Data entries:
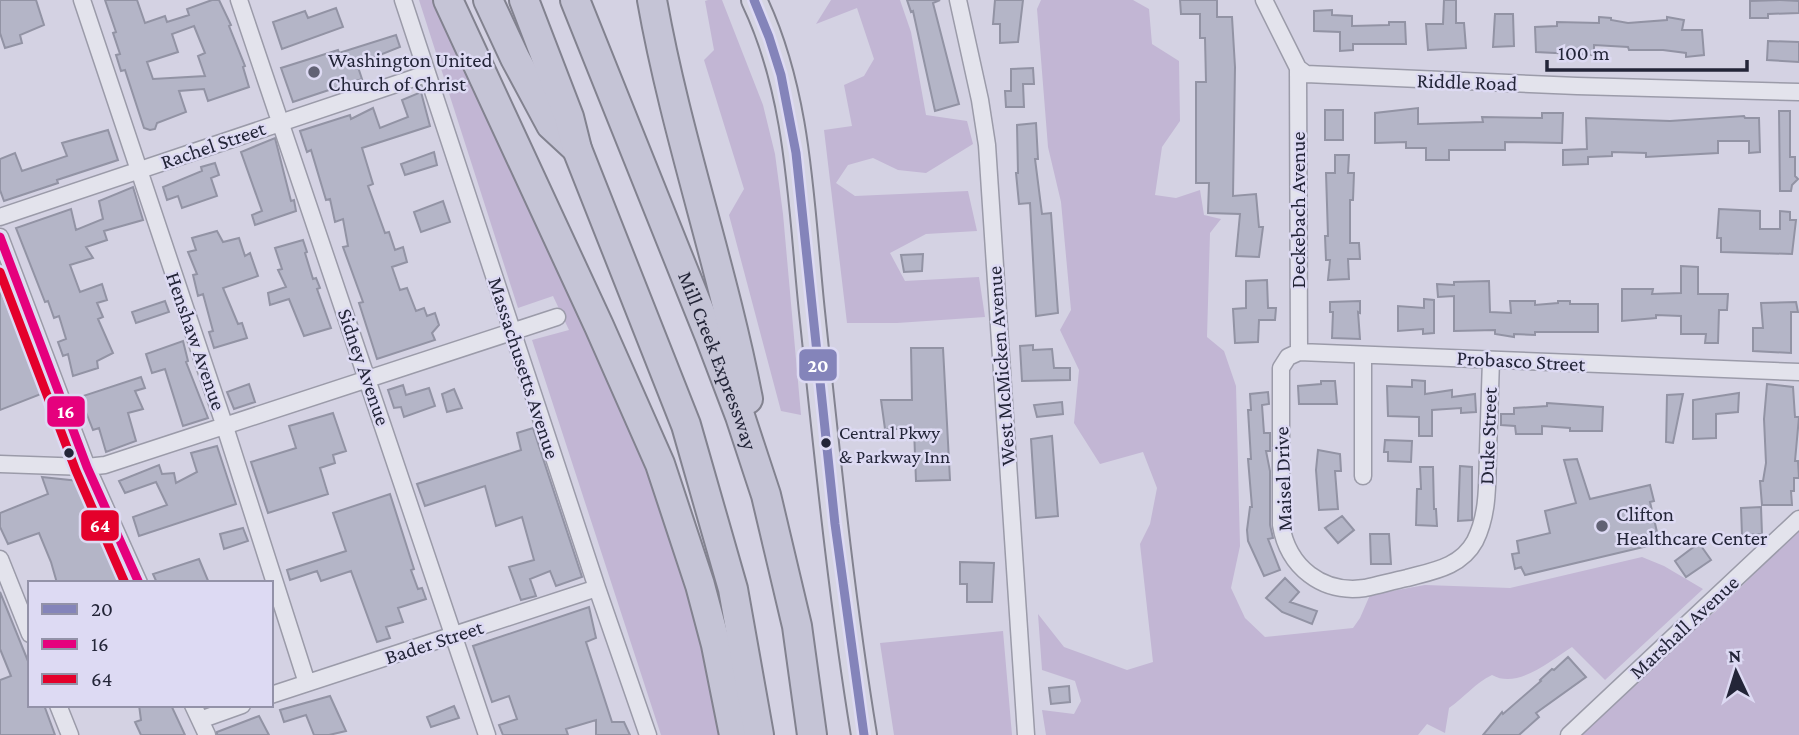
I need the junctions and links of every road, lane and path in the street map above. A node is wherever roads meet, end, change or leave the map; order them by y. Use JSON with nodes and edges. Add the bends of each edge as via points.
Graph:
{"nodes":[{"id":1,"x":82,"y":0,"type":"edge"},
{"id":2,"x":239,"y":0,"type":"edge"},
{"id":3,"x":403,"y":0,"type":"edge"},
{"id":4,"x":448,"y":0,"type":"edge"},
{"id":5,"x":488,"y":0,"type":"edge"},
{"id":6,"x":524,"y":0,"type":"edge"},
{"id":7,"x":575,"y":0,"type":"edge"},
{"id":8,"x":652,"y":0,"type":"edge"},
{"id":9,"x":754,"y":0,"type":"edge"},
{"id":10,"x":958,"y":0,"type":"edge"},
{"id":11,"x":1264,"y":0,"type":"edge"},
{"id":12,"x":1298,"y":68,"type":"junction"},
{"id":13,"x":426,"y":74,"type":"junction"},
{"id":14,"x":1799,"y":92,"type":"edge"},
{"id":15,"x":282,"y":122,"type":"junction"},
{"id":16,"x":577,"y":149,"type":"junction"},
{"id":17,"x":138,"y":170,"type":"junction"},
{"id":18,"x":0,"y":217,"type":"edge"},
{"id":19,"x":0,"y":237,"type":"edge"},
{"id":20,"x":556,"y":317,"type":"dead end"},
{"id":21,"x":513,"y":330,"type":"junction"},
{"id":22,"x":1299,"y":352,"type":"junction"},
{"id":23,"x":1363,"y":355,"type":"junction"},
{"id":24,"x":1491,"y":360,"type":"junction"},
{"id":25,"x":1799,"y":372,"type":"edge"},
{"id":26,"x":369,"y":379,"type":"junction"},
{"id":27,"x":225,"y":427,"type":"junction"},
{"id":28,"x":0,"y":464,"type":"edge"},
{"id":29,"x":87,"y":467,"type":"junction"},
{"id":30,"x":1363,"y":476,"type":"dead end"},
{"id":31,"x":766,"y":495,"type":"junction"},
{"id":32,"x":1486,"y":512,"type":"joint"},
{"id":33,"x":1799,"y":519,"type":"edge"},
{"id":34,"x":0,"y":559,"type":"edge"},
{"id":35,"x":138,"y":581,"type":"edge"},
{"id":36,"x":597,"y":588,"type":"junction"},
{"id":37,"x":28,"y":629,"type":"edge"},
{"id":38,"x":454,"y":636,"type":"junction"},
{"id":39,"x":307,"y":683,"type":"junction"},
{"id":40,"x":273,"y":694,"type":"edge"},
{"id":41,"x":59,"y":707,"type":"edge"},
{"id":42,"x":230,"y":707,"type":"edge"},
{"id":43,"x":196,"y":713,"type":"edge"},
{"id":44,"x":70,"y":735,"type":"edge"},
{"id":45,"x":207,"y":735,"type":"edge"},
{"id":46,"x":487,"y":735,"type":"edge"},
{"id":47,"x":648,"y":735,"type":"edge"},
{"id":48,"x":734,"y":735,"type":"edge"},
{"id":49,"x":759,"y":735,"type":"edge"},
{"id":50,"x":812,"y":735,"type":"edge"},
{"id":51,"x":864,"y":735,"type":"edge"},
{"id":52,"x":1026,"y":735,"type":"edge"},
{"id":53,"x":1569,"y":735,"type":"edge"}],
"edges":[{"from":1,"to":17,"type":"street","name":"Henshaw Avenue"},
{"from":2,"to":15,"type":"street","name":"Sidney Avenue"},
{"from":3,"to":13,"type":"street","name":"Massachusetts Avenue"},
{"from":4,"to":48,"type":"highway","via":[[660,464],[700,585]]},
{"from":5,"to":16,"type":"highway","via":[[551,125]]},
{"from":6,"to":16,"type":"highway"},
{"from":7,"to":31,"type":"highway","name":"Mill Creek Expressway","via":[[710,337]]},
{"from":8,"to":31,"type":"highway","via":[[673,104],[739,354]]},
{"from":9,"to":51,"type":"main road","via":[[776,55],[793,126],[832,502]]},
{"from":10,"to":52,"type":"street","name":"West McMicken Avenue","via":[[987,145]]},
{"from":11,"to":12,"type":"street"},
{"from":12,"to":14,"type":"street","name":"Riddle Road","via":[[1314,75]]},
{"from":12,"to":22,"type":"street","name":"Deckebach Avenue"},
{"from":13,"to":15,"type":"street","name":"Rachel Street"},
{"from":13,"to":21,"type":"street","name":"Massachusetts Avenue"},
{"from":15,"to":17,"type":"street","name":"Rachel Street"},
{"from":15,"to":26,"type":"street","name":"Sidney Avenue"},
{"from":16,"to":49,"type":"highway","via":[[686,425],[733,589]]},
{"from":17,"to":18,"type":"street","name":"Rachel Street"},
{"from":17,"to":27,"type":"street","name":"Henshaw Avenue"},
{"from":19,"to":29,"type":"street"},
{"from":20,"to":21,"type":"street"},
{"from":21,"to":26,"type":"street"},
{"from":21,"to":36,"type":"street","name":"Massachusetts Avenue"},
{"from":22,"to":23,"type":"street","name":"Probasco Street"},
{"from":22,"to":32,"type":"street","name":"Maisel Drive","via":[[1288,356],[1281,368],[1281,525],[1287,549],[1302,569],[1323,583],[1367,587],[1441,570],[1456,563],[1474,543]]},
{"from":23,"to":24,"type":"street","name":"Probasco Street"},
{"from":23,"to":30,"type":"street"},
{"from":24,"to":25,"type":"street","name":"Probasco Street"},
{"from":24,"to":32,"type":"street","name":"Duke Street"},
{"from":26,"to":27,"type":"street"},
{"from":26,"to":38,"type":"street","name":"Sidney Avenue"},
{"from":27,"to":29,"type":"street"},
{"from":27,"to":39,"type":"street","name":"Henshaw Avenue"},
{"from":28,"to":29,"type":"street"},
{"from":29,"to":35,"type":"street"},
{"from":31,"to":50,"type":"highway","name":"Mill Creek Expressway","via":[[797,626]]},
{"from":33,"to":53,"type":"street","name":"Marshall Avenue"},
{"from":34,"to":37,"type":"street"},
{"from":36,"to":38,"type":"street","name":"Bader Street"},
{"from":36,"to":47,"type":"street","name":"Massachusetts Avenue"},
{"from":38,"to":39,"type":"street","name":"Bader Street"},
{"from":38,"to":46,"type":"street","name":"Sidney Avenue"},
{"from":39,"to":40,"type":"street","name":"Bader Street"},
{"from":41,"to":44,"type":"street"},
{"from":42,"to":43,"type":"street"},
{"from":43,"to":45,"type":"street"}]}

Task brief – Find the string "Probasco" in the entries above. Copy each line where it occurs.

Exercise output –
{"from":22,"to":23,"type":"street","name":"Probasco Street"},
{"from":23,"to":24,"type":"street","name":"Probasco Street"},
{"from":24,"to":25,"type":"street","name":"Probasco Street"},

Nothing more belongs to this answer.